Today, many in the global conservation and environmental movement are feeling the loss of Wangari Maathai, a native of Kenya and a Nobel Peace Prize laureate. They’re also, undoubtedly, feeling grateful for the inspiration and determination she showed the world.
Founded in 1977, her Green Belt Movement planted tens of millions of trees. Her death was confirmed today on the organization’s website — she died of cancer on the evening of September 25th. Maathai was 71, and she will be greatly missed.
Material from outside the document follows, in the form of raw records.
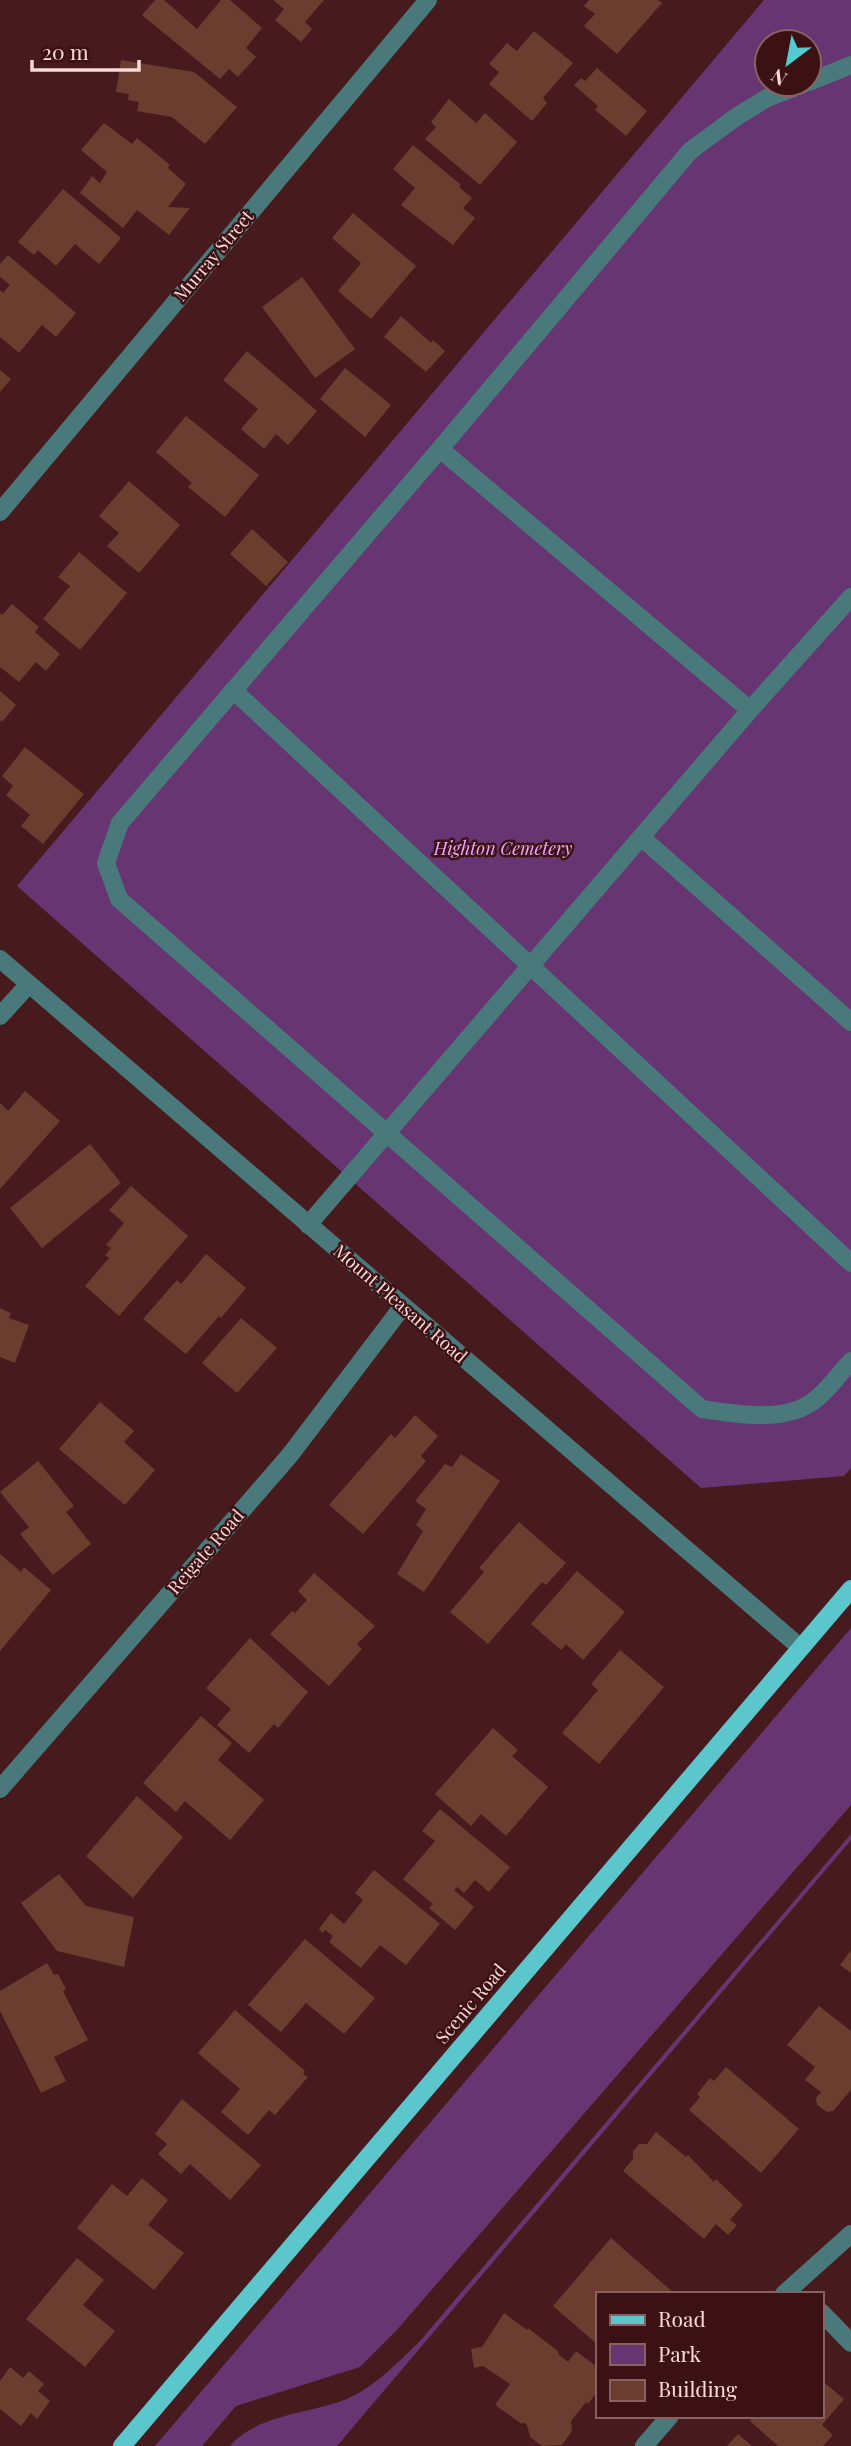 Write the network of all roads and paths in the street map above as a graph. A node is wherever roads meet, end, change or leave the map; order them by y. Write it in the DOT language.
graph roads {
  1 [pos="428,0"];
  2 [pos="851,65"];
  3 [pos="823,76"];
  4 [pos="767,98"];
  5 [pos="440,449"];
  6 [pos="0,512"];
  7 [pos="851,597"];
  8 [pos="233,690"];
  9 [pos="750,710"];
  10 [pos="641,837"];
  11 [pos="0,959"];
  12 [pos="530,967"];
  13 [pos="29,984"];
  14 [pos="0,1016"];
  15 [pos="851,1022"];
  16 [pos="387,1134"];
  17 [pos="308,1225"];
  18 [pos="851,1263"];
  19 [pos="403,1306"];
  20 [pos="851,1361"];
  21 [pos="851,1589"];
  22 [pos="801,1648"];
  23 [pos="0,1789"];
  24 [pos="851,2234"];
  25 [pos="794,2290"];
  26 [pos="823,2314"];
  27 [pos="851,2343"];
  28 [pos="668,2418"];
  29 [pos="122,2446"];
  30 [pos="644,2446"];
  1 -- 6 [label="street, Murray Street"];
  2 -- 3 [label="street"];
  4 -- 5 [label="street"];
  5 -- 8 [label="street"];
  5 -- 9 [label="street"];
  7 -- 9 [label="street"];
  8 -- 12 [label="street"];
  8 -- 16 [label="street"];
  9 -- 10 [label="street"];
  10 -- 12 [label="street"];
  10 -- 15 [label="street"];
  11 -- 13 [label="street, Mount Pleasant Road"];
  12 -- 16 [label="street"];
  12 -- 18 [label="street"];
  13 -- 14 [label="street"];
  13 -- 17 [label="street, Mount Pleasant Road"];
  16 -- 17 [label="street"];
  16 -- 20 [label="street"];
  17 -- 19 [label="street, Mount Pleasant Road"];
  19 -- 22 [label="street, Mount Pleasant Road"];
  19 -- 23 [label="street, Reigate Road"];
  21 -- 22 [label="main road, Scenic Road"];
  22 -- 29 [label="main road, Scenic Road"];
  24 -- 25 [label="street"];
  26 -- 27 [label="street"];
  28 -- 30 [label="street"];
}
We at the Rainforest Alliance are among the thousands who will miss her and would like to share these words from Winnie Mwaniki, who works with the Rainforest Alliance in Kenya:
“She was definitely my role model and did great things with her work in conservation. I did not realize she was unwell until last evening, when I had a discussion about her with my girlfriends, and we all wondered about her disappearance from the limelight lately. A friend explained that the media recently reported that she was admitted to the Nairobi hospital. That was already shocking. For some reason, I have held her in such high esteem that I was even blinded into believing she was too strong to come down with any health condition. The news of her death left me in utter shock this morning.”
“At a more personal level, Wangari was involved in planting trees in around my upcountry home in Kangundo, Machakos. My late mother in-law was part of the women’s group that worked on this project. I ‘inherited’ some of these trees that form part of the ‘greenbelt’ in and around my village. I will forever treasure them.”
“May God rest her soul in eternal peace.”